= Danish American Football Federation =

Sports governing body

The Danish American Football Federation (DAFF; Danish: Dansk Amerikansk Fodbold Forbund) is an American football organization in Denmark founded in 1988. Its headquarters are located in Brøndby. DAFF organizes Denmark's national American football team, which competes in the International Federation of American Football. They also govern flag football and cheerleading.

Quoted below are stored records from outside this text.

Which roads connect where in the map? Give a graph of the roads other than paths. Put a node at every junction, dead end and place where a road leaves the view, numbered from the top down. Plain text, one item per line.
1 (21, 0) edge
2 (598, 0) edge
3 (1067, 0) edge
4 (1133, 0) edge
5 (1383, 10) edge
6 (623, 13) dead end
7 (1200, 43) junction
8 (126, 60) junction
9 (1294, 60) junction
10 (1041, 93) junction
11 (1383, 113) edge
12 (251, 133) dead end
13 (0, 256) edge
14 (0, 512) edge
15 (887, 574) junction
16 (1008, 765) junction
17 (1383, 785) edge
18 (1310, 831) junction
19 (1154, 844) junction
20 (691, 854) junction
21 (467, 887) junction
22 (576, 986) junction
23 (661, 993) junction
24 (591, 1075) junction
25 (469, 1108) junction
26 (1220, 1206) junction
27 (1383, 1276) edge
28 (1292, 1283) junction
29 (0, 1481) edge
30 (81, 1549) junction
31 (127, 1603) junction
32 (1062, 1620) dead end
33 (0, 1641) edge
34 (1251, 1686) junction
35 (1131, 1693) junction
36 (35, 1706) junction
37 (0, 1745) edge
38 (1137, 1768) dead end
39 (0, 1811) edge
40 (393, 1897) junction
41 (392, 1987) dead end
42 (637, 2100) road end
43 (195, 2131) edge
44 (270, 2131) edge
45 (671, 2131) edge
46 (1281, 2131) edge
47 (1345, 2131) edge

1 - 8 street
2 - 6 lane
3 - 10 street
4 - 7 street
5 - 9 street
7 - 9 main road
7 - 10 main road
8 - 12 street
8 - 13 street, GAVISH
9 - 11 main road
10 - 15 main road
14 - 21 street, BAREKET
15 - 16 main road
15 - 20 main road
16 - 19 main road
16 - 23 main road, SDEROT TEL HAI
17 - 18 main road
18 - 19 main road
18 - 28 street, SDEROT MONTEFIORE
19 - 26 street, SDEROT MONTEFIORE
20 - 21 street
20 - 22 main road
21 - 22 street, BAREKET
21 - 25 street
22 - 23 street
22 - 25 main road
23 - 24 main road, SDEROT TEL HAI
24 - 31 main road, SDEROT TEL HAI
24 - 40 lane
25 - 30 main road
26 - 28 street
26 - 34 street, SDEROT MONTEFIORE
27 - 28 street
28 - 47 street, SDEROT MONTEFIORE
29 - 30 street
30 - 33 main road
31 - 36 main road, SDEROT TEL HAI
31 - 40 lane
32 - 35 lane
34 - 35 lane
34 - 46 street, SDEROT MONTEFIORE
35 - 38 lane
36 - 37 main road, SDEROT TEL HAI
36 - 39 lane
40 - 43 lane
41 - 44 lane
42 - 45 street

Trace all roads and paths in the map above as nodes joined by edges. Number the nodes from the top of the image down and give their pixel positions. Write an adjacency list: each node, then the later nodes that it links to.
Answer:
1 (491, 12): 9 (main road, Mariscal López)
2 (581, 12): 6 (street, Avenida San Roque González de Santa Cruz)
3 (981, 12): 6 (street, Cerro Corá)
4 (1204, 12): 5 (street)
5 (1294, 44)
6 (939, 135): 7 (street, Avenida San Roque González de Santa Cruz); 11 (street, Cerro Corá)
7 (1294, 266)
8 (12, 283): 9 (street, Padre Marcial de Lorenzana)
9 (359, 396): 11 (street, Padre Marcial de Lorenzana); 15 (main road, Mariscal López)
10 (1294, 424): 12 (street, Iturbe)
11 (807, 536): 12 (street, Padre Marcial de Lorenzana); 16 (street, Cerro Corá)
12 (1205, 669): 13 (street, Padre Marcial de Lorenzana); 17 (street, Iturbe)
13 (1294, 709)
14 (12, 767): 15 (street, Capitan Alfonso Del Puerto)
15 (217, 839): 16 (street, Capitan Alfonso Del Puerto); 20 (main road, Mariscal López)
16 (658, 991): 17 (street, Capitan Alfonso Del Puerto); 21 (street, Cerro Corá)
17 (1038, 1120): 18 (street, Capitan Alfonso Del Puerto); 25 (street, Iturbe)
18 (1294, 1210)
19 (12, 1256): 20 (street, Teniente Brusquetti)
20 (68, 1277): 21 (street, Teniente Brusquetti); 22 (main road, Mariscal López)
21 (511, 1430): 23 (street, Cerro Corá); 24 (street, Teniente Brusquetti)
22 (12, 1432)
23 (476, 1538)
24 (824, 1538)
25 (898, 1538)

Since 2000, DAFF has seen a huge increase in membership, influenced by Danish television station TV2 Zulu broadcasts of National Football League (NFL) games on Sunday evenings. The sudden popularity of the sport in Denmark has been dubbed "the Zulu effect" after the name of the TV station. As of the 2007 season, Viasat obtained the rights to broadcast the NFL in Denmark on both 3+ and TV 2 Sport (Viasat owns 49 percent of TV 2 Sport).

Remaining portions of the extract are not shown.